Daughter of a god, wife of a king, prize of antiquity's bloodiest war, Helen of Troy has inspired artists for millennia. Now Margaret George, the highly acclaimed bestselling historical novelist, has turned her intelligent, perceptive eye to the myth that is Helen of Troy.
Margaret George breathes new life into the great Homeric tale by having Helen narrate her own story. Through her eyes and in her voice, we experience the young Helen's discovery of her divine origin and her terrifying beauty. While hardly more than a girl, Helen married the remote Spartan king Menelaus and bore him a daughter. By the age of twenty, the world's most beautiful woman was resigned to a passionless marriage-until she encountered the handsome Trojan prince Paris. And once the lovers flee to Troy, war, murder, and tragedy become inevitable.
In Helen of Troy, Margaret George has captured a timeless legend in a mesmerizing tale of a woman whose life was destined to create strife-and destroy civilizations.
My thoughts
Margaret George has nailed it again with a very well written book that will keep you on the edge of your chair! She makes you love and hate the characters she describes, and her stories are so lifelike they will invade your dreams and your waking thoughts! I was truly held spellbound by this book!

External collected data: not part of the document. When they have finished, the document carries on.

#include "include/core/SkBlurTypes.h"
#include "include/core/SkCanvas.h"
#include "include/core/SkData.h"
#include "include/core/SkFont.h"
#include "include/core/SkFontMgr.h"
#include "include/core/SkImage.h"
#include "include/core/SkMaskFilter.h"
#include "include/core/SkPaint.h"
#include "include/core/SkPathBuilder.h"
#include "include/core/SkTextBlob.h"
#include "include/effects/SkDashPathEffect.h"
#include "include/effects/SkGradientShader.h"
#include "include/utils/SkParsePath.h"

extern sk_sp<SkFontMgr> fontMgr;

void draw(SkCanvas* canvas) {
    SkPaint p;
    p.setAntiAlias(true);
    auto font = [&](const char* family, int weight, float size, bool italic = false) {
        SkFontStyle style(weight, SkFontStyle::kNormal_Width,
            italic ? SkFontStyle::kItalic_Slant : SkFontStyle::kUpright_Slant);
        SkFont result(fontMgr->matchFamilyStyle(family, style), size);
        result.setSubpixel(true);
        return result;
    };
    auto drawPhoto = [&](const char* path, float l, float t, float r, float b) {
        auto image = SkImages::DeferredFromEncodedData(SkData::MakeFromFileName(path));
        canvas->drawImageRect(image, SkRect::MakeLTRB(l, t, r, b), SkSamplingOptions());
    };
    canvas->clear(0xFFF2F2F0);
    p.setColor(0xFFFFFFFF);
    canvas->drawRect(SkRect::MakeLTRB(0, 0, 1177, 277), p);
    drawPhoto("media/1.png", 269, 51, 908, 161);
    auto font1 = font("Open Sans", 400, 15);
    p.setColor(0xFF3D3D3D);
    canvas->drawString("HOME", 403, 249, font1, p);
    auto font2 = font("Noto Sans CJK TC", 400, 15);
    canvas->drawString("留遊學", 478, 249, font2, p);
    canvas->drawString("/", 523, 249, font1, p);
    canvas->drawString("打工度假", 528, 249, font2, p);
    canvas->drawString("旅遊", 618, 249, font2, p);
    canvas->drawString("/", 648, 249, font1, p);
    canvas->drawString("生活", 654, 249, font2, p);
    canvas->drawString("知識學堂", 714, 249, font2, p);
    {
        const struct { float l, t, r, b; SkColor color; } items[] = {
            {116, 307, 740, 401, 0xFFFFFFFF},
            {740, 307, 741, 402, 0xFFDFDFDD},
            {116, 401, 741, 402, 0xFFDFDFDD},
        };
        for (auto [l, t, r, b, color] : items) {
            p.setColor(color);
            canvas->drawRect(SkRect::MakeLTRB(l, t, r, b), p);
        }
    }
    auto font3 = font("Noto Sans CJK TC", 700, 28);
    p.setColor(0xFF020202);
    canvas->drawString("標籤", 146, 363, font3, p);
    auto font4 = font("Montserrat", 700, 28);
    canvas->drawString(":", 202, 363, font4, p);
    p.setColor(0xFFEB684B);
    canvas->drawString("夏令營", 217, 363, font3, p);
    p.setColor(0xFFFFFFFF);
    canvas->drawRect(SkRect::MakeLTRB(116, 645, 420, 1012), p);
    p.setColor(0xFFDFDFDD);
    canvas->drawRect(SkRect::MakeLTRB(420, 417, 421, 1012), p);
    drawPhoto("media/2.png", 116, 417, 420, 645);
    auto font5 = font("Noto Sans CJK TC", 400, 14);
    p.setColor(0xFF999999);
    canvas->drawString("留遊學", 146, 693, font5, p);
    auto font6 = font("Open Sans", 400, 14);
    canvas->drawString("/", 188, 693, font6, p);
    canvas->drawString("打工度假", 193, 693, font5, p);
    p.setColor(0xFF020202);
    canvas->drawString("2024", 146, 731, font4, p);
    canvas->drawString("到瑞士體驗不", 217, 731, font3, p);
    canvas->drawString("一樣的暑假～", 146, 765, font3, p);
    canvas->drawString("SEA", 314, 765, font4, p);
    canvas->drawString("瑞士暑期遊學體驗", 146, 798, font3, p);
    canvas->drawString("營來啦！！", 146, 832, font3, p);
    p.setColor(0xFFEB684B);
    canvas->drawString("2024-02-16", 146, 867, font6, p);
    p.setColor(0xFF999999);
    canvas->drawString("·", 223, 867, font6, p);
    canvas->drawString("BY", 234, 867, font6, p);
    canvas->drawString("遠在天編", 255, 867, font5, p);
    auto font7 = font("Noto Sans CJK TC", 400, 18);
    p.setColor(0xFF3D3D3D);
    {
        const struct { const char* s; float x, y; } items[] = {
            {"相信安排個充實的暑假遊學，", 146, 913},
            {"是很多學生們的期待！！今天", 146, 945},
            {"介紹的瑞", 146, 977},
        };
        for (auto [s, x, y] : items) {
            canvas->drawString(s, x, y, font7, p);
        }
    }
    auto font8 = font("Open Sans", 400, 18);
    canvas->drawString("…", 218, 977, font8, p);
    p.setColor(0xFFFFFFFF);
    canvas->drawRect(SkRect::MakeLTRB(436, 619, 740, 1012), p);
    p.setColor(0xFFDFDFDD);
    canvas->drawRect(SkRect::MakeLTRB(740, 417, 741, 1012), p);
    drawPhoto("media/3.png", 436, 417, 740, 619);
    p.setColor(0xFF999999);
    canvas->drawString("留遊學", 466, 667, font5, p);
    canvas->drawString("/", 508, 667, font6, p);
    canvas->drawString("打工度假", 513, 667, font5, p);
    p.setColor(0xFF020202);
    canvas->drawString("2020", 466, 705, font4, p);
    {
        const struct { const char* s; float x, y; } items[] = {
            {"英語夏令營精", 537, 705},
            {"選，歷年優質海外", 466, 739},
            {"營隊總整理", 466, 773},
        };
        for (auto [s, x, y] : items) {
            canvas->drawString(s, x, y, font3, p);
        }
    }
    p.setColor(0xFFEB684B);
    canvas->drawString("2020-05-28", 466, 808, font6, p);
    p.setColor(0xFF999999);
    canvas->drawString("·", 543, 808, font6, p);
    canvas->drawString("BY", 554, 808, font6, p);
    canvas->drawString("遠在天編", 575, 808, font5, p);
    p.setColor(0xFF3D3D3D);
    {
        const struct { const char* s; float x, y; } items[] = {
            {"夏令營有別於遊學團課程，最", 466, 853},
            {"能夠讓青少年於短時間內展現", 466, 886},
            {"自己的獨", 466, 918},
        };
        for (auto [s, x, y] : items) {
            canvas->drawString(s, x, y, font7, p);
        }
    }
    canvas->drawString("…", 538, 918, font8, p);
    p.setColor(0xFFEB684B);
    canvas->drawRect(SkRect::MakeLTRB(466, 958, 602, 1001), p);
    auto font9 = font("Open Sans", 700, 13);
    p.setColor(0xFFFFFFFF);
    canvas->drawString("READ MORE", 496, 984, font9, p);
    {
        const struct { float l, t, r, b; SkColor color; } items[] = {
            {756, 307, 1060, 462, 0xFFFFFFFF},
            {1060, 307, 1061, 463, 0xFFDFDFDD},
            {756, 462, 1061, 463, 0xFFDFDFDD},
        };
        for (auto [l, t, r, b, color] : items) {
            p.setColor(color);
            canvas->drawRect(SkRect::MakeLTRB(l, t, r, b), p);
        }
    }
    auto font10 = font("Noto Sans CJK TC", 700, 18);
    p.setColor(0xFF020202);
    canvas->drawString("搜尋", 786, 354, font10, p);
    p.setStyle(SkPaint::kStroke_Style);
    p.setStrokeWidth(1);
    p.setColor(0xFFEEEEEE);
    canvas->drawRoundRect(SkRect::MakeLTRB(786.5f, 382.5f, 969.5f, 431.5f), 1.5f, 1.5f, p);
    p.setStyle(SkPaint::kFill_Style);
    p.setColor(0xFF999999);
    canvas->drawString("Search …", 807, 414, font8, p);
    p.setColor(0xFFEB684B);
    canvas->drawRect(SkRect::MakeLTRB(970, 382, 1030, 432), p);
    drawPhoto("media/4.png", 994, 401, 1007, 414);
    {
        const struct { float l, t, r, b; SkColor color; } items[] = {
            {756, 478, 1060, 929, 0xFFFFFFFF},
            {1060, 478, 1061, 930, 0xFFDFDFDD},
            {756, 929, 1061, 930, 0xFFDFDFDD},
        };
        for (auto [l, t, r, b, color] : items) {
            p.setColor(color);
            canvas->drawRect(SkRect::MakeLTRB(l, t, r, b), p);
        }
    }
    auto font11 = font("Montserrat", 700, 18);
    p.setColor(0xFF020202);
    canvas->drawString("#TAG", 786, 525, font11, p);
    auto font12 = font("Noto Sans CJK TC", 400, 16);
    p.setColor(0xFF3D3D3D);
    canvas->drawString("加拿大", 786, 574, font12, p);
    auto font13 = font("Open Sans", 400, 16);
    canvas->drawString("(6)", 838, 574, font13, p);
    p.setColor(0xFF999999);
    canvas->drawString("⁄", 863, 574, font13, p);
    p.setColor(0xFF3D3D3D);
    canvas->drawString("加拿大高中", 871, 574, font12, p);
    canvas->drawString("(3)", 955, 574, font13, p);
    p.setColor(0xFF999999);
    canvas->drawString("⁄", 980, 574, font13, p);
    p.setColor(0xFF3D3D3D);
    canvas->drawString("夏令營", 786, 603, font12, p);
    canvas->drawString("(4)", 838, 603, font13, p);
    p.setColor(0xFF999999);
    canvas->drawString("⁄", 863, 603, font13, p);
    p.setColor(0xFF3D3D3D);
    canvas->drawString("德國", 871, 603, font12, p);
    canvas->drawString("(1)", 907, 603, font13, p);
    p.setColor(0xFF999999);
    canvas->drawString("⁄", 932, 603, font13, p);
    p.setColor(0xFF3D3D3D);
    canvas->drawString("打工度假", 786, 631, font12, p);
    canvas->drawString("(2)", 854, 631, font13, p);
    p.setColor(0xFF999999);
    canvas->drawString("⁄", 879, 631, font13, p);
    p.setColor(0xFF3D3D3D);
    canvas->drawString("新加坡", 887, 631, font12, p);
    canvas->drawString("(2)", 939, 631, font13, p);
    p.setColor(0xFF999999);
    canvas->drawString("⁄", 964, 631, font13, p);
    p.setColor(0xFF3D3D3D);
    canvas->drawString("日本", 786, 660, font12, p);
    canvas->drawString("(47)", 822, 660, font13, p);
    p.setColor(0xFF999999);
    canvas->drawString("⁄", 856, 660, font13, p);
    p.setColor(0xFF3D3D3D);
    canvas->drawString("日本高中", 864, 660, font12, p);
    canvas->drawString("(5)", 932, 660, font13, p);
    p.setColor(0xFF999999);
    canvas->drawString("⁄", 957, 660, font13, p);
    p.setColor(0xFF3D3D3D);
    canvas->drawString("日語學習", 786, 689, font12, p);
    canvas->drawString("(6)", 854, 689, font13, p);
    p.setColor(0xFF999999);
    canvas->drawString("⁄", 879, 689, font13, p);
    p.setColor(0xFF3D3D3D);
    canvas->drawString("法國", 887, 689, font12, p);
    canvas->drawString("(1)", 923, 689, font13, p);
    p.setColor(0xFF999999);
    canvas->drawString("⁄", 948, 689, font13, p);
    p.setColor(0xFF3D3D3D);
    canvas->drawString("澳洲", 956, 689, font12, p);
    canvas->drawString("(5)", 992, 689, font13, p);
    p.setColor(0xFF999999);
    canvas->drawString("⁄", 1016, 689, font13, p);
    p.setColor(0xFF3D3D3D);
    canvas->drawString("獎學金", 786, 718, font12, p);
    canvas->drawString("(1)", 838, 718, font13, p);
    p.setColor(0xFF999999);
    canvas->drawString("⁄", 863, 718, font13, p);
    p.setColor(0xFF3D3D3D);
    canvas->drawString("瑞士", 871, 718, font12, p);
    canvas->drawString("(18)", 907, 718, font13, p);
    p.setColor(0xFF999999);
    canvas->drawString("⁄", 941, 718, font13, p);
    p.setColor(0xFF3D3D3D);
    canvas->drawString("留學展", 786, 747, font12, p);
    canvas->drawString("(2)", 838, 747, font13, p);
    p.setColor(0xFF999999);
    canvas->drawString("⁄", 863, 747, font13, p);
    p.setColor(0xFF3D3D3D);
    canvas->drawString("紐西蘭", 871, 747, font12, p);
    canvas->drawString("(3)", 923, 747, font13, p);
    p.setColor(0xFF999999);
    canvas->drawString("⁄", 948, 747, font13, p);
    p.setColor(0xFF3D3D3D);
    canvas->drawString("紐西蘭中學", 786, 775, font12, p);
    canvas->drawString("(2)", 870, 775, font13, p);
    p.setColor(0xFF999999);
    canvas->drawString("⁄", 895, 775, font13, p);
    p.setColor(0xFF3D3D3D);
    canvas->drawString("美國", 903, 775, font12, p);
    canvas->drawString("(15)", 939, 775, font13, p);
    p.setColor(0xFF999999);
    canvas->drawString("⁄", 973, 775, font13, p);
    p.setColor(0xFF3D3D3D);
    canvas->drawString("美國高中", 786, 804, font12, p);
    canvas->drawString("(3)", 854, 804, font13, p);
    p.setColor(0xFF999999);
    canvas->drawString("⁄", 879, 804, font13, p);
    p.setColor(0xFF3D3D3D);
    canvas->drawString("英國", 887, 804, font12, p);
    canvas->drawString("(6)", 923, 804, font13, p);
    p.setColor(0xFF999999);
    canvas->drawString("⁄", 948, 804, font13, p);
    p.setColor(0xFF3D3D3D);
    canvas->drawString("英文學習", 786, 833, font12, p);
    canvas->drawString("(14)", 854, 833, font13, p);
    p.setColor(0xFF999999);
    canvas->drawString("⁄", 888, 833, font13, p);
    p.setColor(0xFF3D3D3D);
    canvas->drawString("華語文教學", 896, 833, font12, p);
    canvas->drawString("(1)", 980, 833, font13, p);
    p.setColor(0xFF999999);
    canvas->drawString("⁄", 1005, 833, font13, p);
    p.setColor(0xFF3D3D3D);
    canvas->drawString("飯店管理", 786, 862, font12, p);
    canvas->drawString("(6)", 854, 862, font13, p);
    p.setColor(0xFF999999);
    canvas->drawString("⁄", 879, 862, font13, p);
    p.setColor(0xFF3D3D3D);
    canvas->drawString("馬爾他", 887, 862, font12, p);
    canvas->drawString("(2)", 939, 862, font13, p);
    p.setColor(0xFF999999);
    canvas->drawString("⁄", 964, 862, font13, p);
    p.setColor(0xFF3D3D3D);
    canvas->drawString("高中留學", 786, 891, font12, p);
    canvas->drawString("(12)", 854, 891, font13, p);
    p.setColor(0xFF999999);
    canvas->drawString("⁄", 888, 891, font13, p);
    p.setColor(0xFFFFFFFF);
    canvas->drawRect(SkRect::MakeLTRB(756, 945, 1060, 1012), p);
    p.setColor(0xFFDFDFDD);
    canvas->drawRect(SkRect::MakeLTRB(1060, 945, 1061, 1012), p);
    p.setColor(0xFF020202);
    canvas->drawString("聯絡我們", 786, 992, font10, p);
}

I would like to note that there is a fair bit of violence in the book as wars are fought. There is no way around it in the telling of the story but at times it can be heartbreaking stuff.
Favorte Passage
"Helen--" He paused and took a very deep breath, a breath meant to stop the next words. But it was an inadequate dam; the words spilled over it. "You are all they say you are. Oh, you know that all too well! How many foolish fumbling mouths have spat it out? Yes, your beauty is ... godesslike. But it is not your beauty that draws me, it is something else, something I cannot even frame in words." He looked up at the dark ceiling and laughed. "You see how it robs me of speech, how it cannot be expressed? But not being able to express it makes it no less real. I feel you, Helen, in my deepest part, and yet I have no words to describe it."